To do
Which lines in the data below contain the word "Terry"? Copy each of them.
── Supplied material ──
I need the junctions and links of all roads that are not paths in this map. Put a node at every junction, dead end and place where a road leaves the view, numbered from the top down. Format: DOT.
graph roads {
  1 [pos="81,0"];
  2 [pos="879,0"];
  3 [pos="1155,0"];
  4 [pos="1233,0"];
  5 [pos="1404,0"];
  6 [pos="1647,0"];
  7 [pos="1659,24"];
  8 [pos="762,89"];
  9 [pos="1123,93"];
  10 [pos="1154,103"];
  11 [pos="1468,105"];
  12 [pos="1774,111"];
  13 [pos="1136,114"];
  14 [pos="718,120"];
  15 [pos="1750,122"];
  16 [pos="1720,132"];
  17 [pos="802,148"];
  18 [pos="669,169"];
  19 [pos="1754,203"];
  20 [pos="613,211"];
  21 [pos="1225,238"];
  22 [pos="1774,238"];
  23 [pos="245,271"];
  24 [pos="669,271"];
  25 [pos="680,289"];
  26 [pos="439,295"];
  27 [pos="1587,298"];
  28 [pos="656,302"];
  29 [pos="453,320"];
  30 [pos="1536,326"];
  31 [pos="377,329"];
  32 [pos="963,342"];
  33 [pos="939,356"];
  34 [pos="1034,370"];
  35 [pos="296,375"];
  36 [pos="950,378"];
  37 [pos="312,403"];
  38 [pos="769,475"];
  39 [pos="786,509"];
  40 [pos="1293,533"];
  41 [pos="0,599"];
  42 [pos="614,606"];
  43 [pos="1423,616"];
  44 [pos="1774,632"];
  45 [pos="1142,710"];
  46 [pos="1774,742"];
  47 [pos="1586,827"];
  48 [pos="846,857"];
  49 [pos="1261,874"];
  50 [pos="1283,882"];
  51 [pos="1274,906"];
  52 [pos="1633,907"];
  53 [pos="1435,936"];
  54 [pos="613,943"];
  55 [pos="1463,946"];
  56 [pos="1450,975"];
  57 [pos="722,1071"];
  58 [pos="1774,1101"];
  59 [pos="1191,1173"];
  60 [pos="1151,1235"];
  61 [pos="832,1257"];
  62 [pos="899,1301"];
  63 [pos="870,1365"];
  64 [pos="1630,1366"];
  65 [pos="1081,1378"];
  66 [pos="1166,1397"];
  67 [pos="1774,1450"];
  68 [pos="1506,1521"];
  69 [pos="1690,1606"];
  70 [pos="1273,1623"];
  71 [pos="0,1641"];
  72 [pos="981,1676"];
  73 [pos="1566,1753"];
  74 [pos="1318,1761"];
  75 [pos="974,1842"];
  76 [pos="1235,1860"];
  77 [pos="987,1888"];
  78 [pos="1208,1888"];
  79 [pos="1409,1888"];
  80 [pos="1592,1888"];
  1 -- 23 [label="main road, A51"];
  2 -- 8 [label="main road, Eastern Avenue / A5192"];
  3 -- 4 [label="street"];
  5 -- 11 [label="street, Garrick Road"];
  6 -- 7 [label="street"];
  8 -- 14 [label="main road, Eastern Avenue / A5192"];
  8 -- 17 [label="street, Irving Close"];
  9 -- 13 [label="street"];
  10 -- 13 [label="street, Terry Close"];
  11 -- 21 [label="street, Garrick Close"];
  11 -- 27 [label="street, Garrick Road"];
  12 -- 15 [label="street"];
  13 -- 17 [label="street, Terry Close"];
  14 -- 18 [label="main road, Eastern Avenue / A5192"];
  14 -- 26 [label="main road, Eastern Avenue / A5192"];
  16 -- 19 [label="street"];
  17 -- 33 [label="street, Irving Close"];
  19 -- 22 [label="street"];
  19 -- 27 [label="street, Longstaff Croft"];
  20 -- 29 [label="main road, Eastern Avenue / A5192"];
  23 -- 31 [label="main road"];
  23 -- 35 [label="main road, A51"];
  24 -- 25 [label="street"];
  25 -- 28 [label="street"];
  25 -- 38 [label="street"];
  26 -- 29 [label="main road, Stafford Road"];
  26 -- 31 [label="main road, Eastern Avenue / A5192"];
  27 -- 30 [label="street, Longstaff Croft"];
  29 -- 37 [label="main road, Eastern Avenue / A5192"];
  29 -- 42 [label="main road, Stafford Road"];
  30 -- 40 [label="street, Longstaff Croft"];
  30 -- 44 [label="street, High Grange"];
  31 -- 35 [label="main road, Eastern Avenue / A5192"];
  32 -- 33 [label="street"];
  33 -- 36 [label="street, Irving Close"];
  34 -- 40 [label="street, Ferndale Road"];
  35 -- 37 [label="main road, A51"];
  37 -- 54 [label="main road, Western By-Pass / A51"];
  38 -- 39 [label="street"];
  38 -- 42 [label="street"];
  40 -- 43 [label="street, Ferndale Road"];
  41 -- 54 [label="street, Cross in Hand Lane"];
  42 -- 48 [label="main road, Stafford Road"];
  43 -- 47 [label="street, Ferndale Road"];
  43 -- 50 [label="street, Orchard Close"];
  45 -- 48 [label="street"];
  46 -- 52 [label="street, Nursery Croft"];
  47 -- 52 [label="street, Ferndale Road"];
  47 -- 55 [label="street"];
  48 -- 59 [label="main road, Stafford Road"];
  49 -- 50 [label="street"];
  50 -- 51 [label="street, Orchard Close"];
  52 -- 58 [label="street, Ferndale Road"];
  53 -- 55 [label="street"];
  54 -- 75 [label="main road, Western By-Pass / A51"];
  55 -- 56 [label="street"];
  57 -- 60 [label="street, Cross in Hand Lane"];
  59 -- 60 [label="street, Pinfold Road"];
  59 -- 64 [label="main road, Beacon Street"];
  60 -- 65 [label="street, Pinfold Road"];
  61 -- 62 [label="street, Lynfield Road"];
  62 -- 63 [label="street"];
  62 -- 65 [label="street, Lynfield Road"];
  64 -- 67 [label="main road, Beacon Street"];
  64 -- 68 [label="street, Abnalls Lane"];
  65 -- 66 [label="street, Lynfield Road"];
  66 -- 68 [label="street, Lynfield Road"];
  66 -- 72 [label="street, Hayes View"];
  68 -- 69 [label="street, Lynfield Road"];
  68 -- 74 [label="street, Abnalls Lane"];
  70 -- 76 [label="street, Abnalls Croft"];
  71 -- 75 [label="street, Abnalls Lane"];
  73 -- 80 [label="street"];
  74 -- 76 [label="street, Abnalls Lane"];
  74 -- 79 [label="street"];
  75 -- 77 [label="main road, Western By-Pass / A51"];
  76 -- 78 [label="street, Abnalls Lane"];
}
───
Output of the task
  10 -- 13 [label="street, Terry Close"];
  13 -- 17 [label="street, Terry Close"];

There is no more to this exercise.